Filter on the word "Directions": copy each matching line from the listing below.
Segment Open
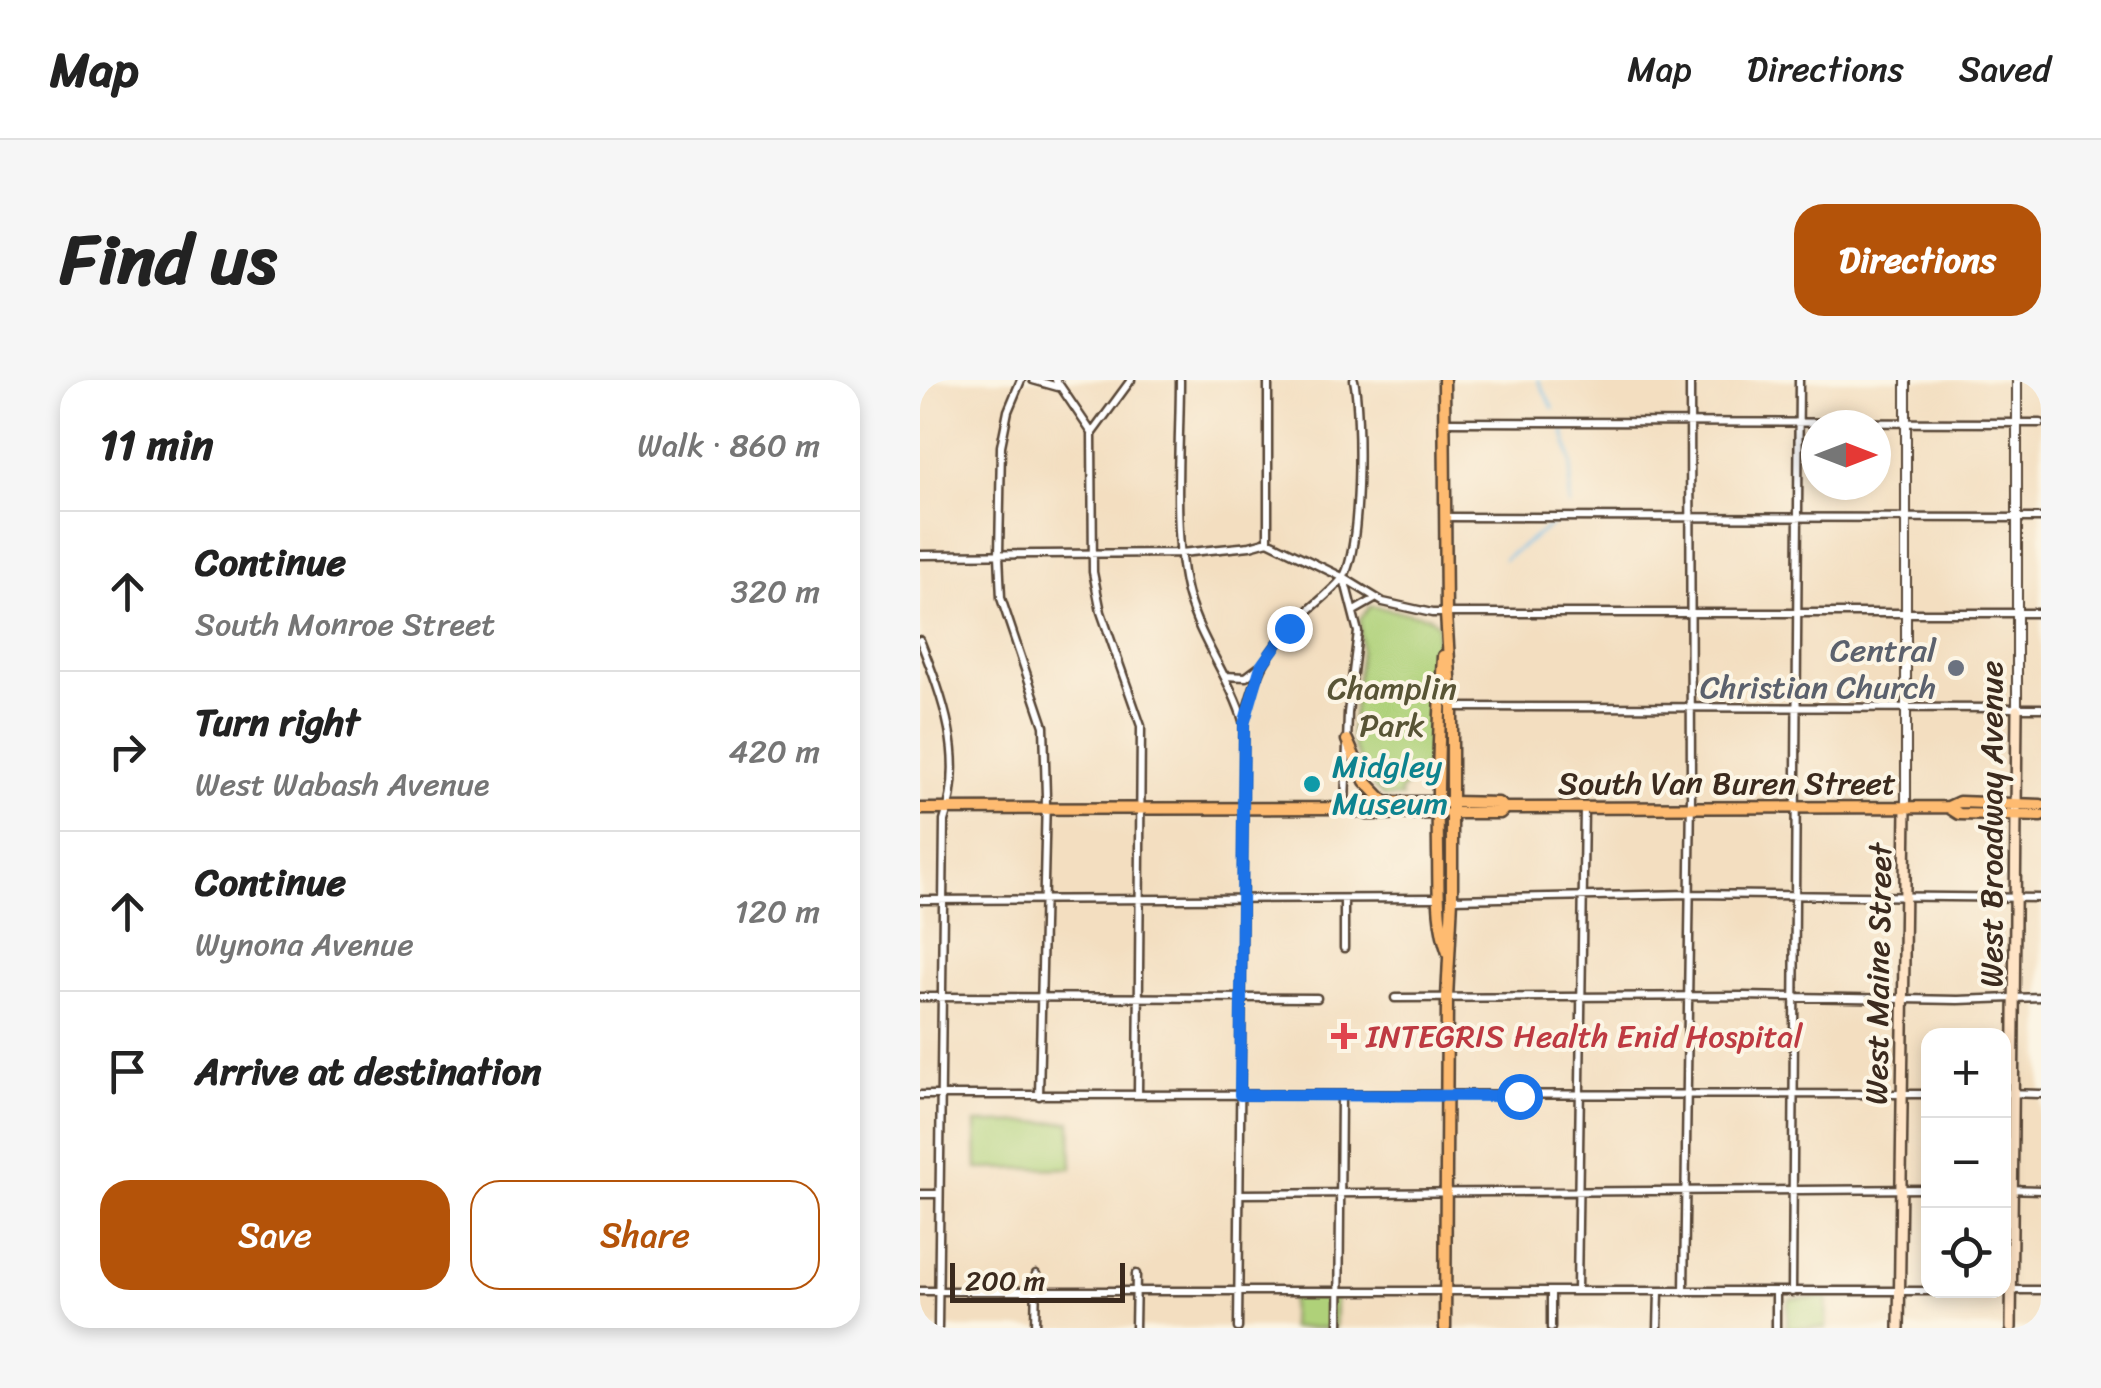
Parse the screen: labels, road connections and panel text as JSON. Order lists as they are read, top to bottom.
{
  "streets": {
    "main road": ["South Van Buren Street", "West Broadway Avenue", "West Maine Street"]
  },
  "crossings": [
    ["South Van Buren Street", "West Broadway Avenue"],
    ["South Van Buren Street", "West Maine Street"]
  ],
  "parks": ["Champlin Park"],
  "places": {
    "other": ["Central Christian Church", "Midgley Museum"],
    "health": ["INTEGRIS Health Enid Hospital"]
  },
  "scale_bar": "200 m",
  "north": "right",
  "page": {
    "header": "Map",
    "nav": ["Map", "Directions", "Saved"],
    "title": "Find us",
    "buttons": [
      "Directions",
      ["Save", "Share"]
    ],
    "heading": ["11 min", "Walk · 860 m"],
    "list": [
      ["Continue", "South Monroe Street", "320 m"],
      ["Turn right", "West Wabash Avenue", "420 m"],
      ["Continue", "Wynona Avenue", "120 m"],
      "Arrive at destination"
    ],
    "map_buttons": ["+", "−"],
    "scale": "200 m"
  }
}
Segment Closed
▶ _Response_:
    "nav": ["Map", "Directions", "Saved"],
      "Directions",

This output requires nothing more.